Quantitative rift basin evolution: Application of extensional basin filling model to early Mesozoic rifts, E. North America
Abstract--The model is based on the observation that as extensional basins fill, their depositional surfaces increase in area as a consequence of filling. Therefore, if all other variables were held constant, sedimentation rate should decrease through time as a predictable consequence of basin geometry. The history of changing sedimentation rates can be extracted from the sedimentary record of a basin and compared to a model based on the actual geometry of the basin fill (the inverse geometric model); the deviations from the predictions of the inverse model quantitatively constrain the change through time in the other variables. Despite gross oversimplications, our model yields predictions actually seen in the Triassic age portions of the Newark Supergroup half graben of eastern North America.

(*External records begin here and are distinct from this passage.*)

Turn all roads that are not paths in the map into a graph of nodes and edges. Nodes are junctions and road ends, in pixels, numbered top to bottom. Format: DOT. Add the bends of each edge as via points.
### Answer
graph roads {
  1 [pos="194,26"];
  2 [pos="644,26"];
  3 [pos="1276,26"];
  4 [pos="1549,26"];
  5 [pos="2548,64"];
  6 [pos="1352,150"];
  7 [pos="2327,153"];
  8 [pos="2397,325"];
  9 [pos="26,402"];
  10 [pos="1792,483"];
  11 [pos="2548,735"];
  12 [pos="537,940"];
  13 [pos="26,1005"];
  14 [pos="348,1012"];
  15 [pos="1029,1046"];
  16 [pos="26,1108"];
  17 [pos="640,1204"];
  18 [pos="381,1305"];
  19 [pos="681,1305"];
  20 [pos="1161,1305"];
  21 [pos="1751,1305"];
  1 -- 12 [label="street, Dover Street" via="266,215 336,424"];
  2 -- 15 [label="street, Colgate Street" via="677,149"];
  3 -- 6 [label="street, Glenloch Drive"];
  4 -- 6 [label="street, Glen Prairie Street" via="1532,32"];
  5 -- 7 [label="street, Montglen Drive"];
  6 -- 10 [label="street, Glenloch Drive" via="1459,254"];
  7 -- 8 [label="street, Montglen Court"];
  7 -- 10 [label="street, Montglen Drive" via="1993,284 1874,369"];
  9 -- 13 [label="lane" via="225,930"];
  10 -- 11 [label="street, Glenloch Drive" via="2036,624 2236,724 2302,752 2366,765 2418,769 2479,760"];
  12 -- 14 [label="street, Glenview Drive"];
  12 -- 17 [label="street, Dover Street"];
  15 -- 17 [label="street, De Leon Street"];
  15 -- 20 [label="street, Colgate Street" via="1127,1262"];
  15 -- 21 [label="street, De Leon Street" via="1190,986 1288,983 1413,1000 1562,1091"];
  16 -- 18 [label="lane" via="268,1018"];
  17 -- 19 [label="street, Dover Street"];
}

In accord with the sedimentary record of the Newark basin, the model predicts the initial basin fill is fluvial (Stockton Fm.) with lacustrine deposition beginning 2 MY after the onset of deposition. Then comes 2 MY of rapidly exponentially increasing maximum lake depth (MLD) (lower Lockatong Fm.), followed by a slower exponential decrease in MLD through the next 16 MY (upper Lockatong and Passaic Fms.). The predicted sedimentation rate is equal to the subsidence rate (0.5 mm/yr) through the Stockton, then decreases exponentially from there to 0.15 mm/yr at the top of the Passaic. This is confirmed by use of Milankovitch-type lake-level cycles. The most striking deviation from the predictions of the model is the dramatic observed E. Jurassic increase in sedimentation rate (to 1.0 mm/yr) and apparent lake depth. This is a consequence of increased basin asymmetry due to accelerated extension rate, also the probable cause of the Newark igneous event. Explanations calling for major tectonic or climatic events to explain Newark Triassic stratigraphy are not needed.